En décembre 2022, la troisième conférence de la Task Force européenne de lutte contre l’antisémitisme a été organisée à La Haye, où un plan à l’échelle de l’UE a été publié pour lutter contre l’antisémitisme dans les années 2022-2025. D’importantes contributions sont venues du Coordinateur néerlandais de lutte contre l’antisémitisme (NCAB), ainsi que des survivants de l’Holocauste, des organisations internationales et des représentants de la jeunesse juive. Le coordinateur néerlandais a demandé des sanctions plus sévères concernant l’antisémitisme.
En ce qui concerne les chrétiens
Les conseils scolaires réformés néerlandais ont réagi de manière critique à une nouvelle loi qui oblige les écoles à enseigner la citoyenneté. Ils ont exprimé leurs craintes que cette loi ne soit utilisée pour imposer des opinions sur la vie et la sexualité contraires à leurs convictions religieuses.
Le 30 mars 2022, la Cour de La Haye a rejeté une requête visant à poursuivre un pasteur de l’Oud Gereformeerde Mieraskerk à la suite d’une plainte pour haine et discrimination déposée par une personne privée, à propos d’une lettre que le pasteur avait adressée au Conseil en 2016. Dans la lettre, le pasteur condamnait les péchés qui sont « contraires à l’ordre de la création ». Le président du tribunal a déclaré que le contexte et les expressions spécifiques de la lettre représentaient les convictions du pasteur et étaient donc protégés par l’article 6 de la Constitution.

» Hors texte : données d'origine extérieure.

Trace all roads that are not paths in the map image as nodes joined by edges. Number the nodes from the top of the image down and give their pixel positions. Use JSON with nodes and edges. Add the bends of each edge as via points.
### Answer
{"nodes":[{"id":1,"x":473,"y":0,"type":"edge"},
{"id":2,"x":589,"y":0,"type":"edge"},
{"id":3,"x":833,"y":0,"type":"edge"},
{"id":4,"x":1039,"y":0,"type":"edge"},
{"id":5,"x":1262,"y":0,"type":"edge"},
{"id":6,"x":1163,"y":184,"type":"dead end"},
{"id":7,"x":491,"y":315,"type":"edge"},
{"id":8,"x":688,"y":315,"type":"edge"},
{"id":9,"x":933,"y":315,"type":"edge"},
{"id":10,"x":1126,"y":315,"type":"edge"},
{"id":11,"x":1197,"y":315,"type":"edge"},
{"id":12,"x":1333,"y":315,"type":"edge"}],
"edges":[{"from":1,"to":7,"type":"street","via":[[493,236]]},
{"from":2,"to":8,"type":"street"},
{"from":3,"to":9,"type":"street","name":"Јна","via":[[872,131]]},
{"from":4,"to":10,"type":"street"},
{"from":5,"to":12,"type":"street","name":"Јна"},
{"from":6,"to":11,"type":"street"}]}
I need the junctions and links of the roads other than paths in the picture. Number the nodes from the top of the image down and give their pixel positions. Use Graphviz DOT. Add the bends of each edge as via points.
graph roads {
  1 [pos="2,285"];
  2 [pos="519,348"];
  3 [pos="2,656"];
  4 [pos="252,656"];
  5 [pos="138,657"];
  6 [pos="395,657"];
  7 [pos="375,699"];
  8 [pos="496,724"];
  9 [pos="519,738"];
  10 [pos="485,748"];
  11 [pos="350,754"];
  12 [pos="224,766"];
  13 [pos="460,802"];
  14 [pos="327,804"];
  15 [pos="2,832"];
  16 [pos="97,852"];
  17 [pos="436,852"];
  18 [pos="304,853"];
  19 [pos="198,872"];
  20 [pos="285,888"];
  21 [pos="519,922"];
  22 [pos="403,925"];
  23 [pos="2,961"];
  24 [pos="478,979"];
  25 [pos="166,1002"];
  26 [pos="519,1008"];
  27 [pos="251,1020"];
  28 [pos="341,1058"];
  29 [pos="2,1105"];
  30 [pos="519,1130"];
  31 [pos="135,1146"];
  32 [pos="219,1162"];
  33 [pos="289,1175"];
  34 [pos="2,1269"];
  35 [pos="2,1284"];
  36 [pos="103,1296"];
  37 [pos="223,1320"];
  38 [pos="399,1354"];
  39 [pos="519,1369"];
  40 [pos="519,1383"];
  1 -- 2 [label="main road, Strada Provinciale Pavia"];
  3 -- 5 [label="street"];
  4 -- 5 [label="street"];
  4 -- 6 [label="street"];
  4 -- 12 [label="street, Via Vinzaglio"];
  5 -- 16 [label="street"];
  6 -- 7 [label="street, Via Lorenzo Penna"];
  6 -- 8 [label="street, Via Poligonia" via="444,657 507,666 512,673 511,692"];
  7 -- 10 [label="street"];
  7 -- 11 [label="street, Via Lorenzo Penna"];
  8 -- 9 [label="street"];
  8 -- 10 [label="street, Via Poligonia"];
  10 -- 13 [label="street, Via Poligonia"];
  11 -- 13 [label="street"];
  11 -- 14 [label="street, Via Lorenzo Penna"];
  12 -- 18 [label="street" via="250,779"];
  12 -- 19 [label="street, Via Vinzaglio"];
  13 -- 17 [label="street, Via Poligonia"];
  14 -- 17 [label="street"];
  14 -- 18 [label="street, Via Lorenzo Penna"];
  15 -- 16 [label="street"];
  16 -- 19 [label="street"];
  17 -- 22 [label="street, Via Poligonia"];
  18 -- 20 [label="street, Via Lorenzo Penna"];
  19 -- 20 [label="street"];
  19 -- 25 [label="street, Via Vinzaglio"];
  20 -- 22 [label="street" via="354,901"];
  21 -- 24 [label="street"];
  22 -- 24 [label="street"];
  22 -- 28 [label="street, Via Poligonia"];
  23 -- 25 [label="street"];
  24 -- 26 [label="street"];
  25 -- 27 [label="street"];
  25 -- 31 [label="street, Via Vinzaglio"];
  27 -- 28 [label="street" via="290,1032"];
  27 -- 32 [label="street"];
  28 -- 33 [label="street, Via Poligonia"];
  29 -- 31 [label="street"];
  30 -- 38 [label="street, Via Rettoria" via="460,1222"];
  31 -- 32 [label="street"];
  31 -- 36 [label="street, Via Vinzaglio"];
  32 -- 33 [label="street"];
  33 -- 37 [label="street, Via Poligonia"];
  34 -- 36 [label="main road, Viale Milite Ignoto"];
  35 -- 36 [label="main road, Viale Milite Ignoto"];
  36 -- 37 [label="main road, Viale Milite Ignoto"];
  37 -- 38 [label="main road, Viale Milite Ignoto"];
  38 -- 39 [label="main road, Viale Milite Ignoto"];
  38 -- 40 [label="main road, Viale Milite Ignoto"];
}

En ce qui concerne les musulmans
En 2022, les chefs religieux musulmans ont réagi avec véhémence aux enquêtes révélant qu’un grand nombre de mosquées avaient été sous surveillance secrète au cours des années précédentes.
En octobre 2022, le maire d’Amsterdam a envoyé une lettre aux chefs religieux musulmans pour leur demander de signer une déclaration condamnant la violence à l’encontre des personnes LGBT + et exprimant leur soutien aux victimes. L’intention était de montrer que de cette façon, les musulmans « sont une force positive dans la société d’Amsterdam ». La plupart des 60 représentants des mosquées d’Amsterdam ont été « scandalisés » par la demande de la municipalité, affirmant qu’elle était « discriminatoire et répréhensible » et que la communauté se sentait comme un bouc émissaire.

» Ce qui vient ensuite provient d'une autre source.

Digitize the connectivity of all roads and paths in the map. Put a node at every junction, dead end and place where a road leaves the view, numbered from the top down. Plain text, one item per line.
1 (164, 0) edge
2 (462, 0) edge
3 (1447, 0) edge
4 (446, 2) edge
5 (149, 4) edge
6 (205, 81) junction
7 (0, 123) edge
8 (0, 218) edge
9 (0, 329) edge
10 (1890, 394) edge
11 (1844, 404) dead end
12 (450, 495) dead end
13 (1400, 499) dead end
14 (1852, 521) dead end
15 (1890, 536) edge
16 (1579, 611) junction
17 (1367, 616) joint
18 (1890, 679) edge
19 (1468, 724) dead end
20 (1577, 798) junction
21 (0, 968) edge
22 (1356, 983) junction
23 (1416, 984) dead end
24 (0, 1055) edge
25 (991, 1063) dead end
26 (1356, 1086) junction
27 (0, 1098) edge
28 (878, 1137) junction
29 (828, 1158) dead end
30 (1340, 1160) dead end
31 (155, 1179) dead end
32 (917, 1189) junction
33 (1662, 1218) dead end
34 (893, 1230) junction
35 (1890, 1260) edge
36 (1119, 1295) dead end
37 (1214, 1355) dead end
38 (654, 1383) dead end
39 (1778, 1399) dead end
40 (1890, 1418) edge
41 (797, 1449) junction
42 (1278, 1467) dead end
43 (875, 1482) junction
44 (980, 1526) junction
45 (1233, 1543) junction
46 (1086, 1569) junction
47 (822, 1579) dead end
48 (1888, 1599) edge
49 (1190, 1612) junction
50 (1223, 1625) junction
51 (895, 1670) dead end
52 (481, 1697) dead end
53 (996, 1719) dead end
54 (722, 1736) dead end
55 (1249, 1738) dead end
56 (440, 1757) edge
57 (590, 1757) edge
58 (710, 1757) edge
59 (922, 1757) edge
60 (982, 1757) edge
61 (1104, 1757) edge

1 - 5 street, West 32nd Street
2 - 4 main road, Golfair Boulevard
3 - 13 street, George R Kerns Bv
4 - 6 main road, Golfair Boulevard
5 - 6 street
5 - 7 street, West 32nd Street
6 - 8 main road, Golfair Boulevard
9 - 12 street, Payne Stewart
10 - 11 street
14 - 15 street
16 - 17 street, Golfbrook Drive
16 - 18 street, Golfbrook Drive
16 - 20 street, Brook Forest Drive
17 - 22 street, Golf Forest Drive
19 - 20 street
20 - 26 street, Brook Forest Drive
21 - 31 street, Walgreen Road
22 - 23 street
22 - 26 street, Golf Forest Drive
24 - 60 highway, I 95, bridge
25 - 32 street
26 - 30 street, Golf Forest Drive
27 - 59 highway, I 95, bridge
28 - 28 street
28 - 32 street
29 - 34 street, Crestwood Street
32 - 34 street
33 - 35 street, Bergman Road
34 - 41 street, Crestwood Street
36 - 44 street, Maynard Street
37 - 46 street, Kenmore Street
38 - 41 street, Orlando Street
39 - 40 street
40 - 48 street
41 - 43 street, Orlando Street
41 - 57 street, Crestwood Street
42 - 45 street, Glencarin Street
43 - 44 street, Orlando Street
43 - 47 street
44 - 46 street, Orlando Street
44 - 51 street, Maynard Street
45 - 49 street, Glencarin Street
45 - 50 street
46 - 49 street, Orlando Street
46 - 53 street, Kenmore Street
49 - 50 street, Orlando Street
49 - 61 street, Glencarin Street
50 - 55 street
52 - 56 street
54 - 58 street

Perspectives et développements
De manière générale, la liberté religieuse est protégée, et il y a des signes positifs, parmi lesquels la nomination, renouvelée en septembre 2022, d’un envoyé spécial pour la liberté religieuse, ainsi que des projets de loi présentés à la Chambre du Parlement renforçant la sévérité des peines pour les crimes lorsque leur motif a un caractère discriminatoire. Malgré cela, les appréhensions pour ce droit ont été révélées au niveau sociétal par la montée des incidents antisémites, tant de la part des mouvements d’extrême droite que des extrémistes islamistes.

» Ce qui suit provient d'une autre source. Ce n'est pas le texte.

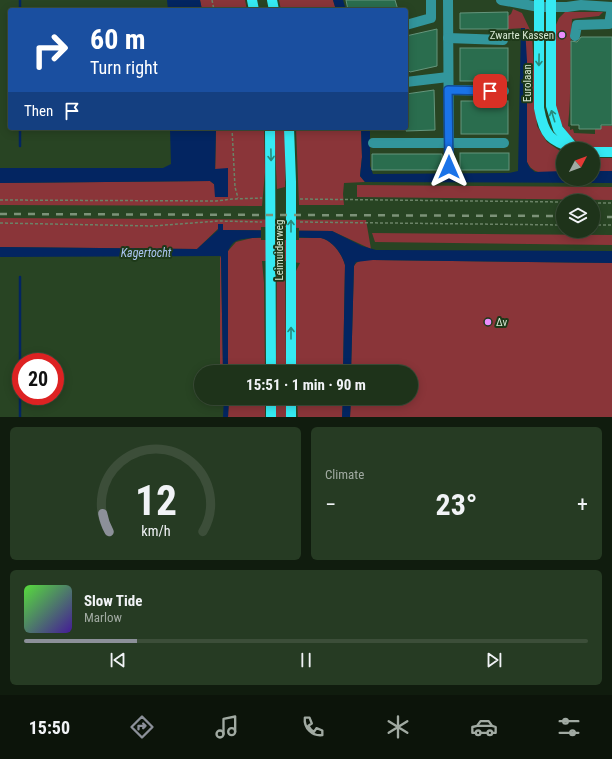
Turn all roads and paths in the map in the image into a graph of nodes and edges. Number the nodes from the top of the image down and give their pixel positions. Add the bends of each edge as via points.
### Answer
1 (432, 0) edge
2 (448, 0) edge
3 (501, 0) edge
4 (507, 0) edge
5 (570, 0) edge
6 (539, 4) edge
7 (551, 4) edge
8 (581, 5) junction
9 (612, 7) edge
10 (408, 24) edge
11 (575, 36) dead end
12 (448, 38) junction
13 (503, 40) dead end
14 (448, 77) junction
15 (408, 82) edge
16 (448, 90) junction
17 (504, 91) dead end
18 (232, 130) edge
19 (270, 130) edge
20 (289, 130) edge
21 (449, 142) junction
22 (557, 142) edge
23 (569, 142) edge
24 (373, 143) dead end
25 (504, 143) dead end
26 (600, 152) edge
27 (612, 152) edge
28 (449, 167) dead end
29 (238, 198) dead end
30 (232, 199) dead end
31 (0, 200) edge
32 (357, 200) dead end
33 (556, 202) edge
34 (600, 203) edge
35 (612, 203) edge
36 (600, 225) edge
37 (612, 225) edge
38 (272, 365) edge
39 (291, 365) edge
40 (272, 405) edge
41 (291, 405) edge
42 (271, 417) edge
43 (291, 417) edge

1 - 10 street via 431,18
2 - 12 street
3 - 4 street
4 - 6 street
5 - 8 street
6 - 7 street
6 -> 22 main road, Eurolaan via 539,108 546,132
7 - 8 street
23 -> 7 main road, Eurolaan via 558,129 551,106
8 - 9 street
9 - 11 street via 609,24 577,25
12 - 13 street
12 - 14 street
14 - 15 street
14 - 16 street
16 - 17 street
16 - 21 street
18 - 29 path via 235,188
19 -> 38 main road, Leimuiderweg
39 -> 20 main road, Leimuiderweg
21 - 24 street
21 - 25 street
21 - 28 street
26 - 27 main road
30 - 31 path
32 - 33 path
34 - 35 path
36 - 37 path
40 - 42 main road
41 - 43 main road

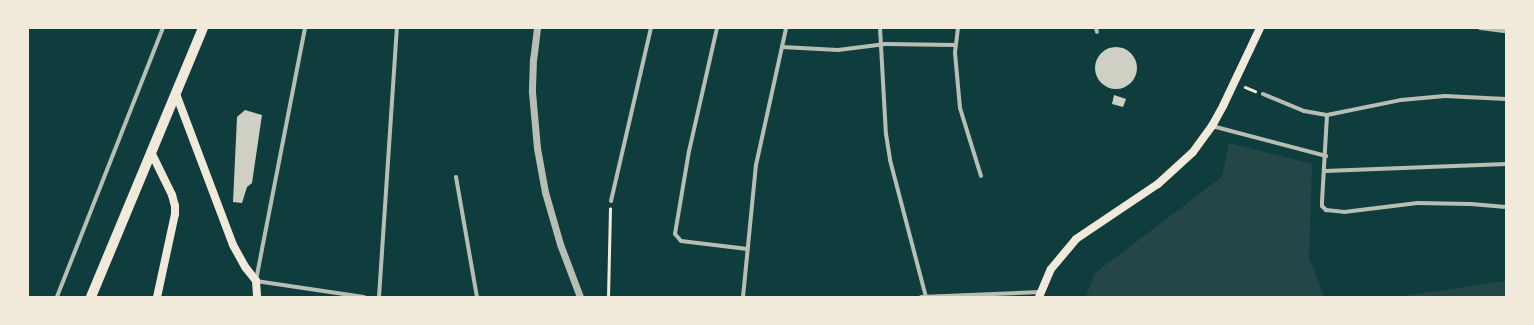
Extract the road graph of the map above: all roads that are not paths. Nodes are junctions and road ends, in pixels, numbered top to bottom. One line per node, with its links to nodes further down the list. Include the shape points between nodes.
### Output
1 (163, 28): 33 (street)
2 (204, 28): 17 (main road)
3 (305, 28): 31 (street)
4 (397, 28): 38 (street)
5 (537, 28): 40 (street, via 532,92 537,148 558,236)
6 (651, 28): 28 (street)
7 (717, 28): 30 (street, via 685,174 675,234 681,241)
8 (786, 28): 16 (street)
9 (880, 28): 14 (street)
10 (958, 28): 15 (street)
11 (1260, 28): 21 (main road)
12 (1480, 28): 13 (street)
13 (1506, 31)
14 (880, 45): 15 (street); 16 (street, via 838,50); 42 (street, via 890,160)
15 (955, 45): 26 (street, via 960,108)
16 (782, 47): 30 (street, via 756,165)
17 (176, 94): 22 (main road); 31 (main road, via 233,245)
18 (1263, 94): 20 (street, via 1304,111)
19 (1506, 98): 20 (street, via 1445,96 1401,100)
20 (1328, 114): 23 (street)
21 (1212, 126): 23 (street); 32 (main road, via 1194,152 1173,172 1076,239 1050,269)
22 (152, 154): 34 (main road); 35 (main road, via 175,206)
23 (1326, 156): 25 (street)
24 (1506, 164): 25 (street)
25 (1325, 171): 29 (street, via 1322,201 1324,209 1329,211 1344,212 1417,203)
26 (981, 176)
27 (456, 177): 39 (street)
28 (612, 201)
29 (1506, 207)
30 (748, 249): 41 (street)
31 (256, 281): 36 (main road); 37 (street)
32 (1040, 294): 42 (street)
33 (57, 297)
34 (91, 297)
35 (157, 297)
36 (257, 297)
37 (364, 297)
38 (379, 297)
39 (477, 297)
40 (580, 297)
41 (743, 297)
42 (924, 297)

Une préoccupation plus subtile concerne toutefois les récents débats, dans les domaines du droit public et de la politique, où les positions morales progressistes sont avancées de manière à marginaliser les positions dissidentes. Un tel discours politique a souvent un impact négatif disproportionné sur la capacité des croyants à manifester publiquement leurs croyances sur ces sujets. À titre d’exemple, mentionnons la promotion de l’avortement en tant que droit humain et le discrédit des croyances traditionnelles concernant la sexualité, le mariage et le genre dans les communications parlementaires.
Malgré ces préoccupations, les perspectives d’exercice de la liberté religieuse restent positives en raison des protections en place et de l’application transparente de l’État de droit.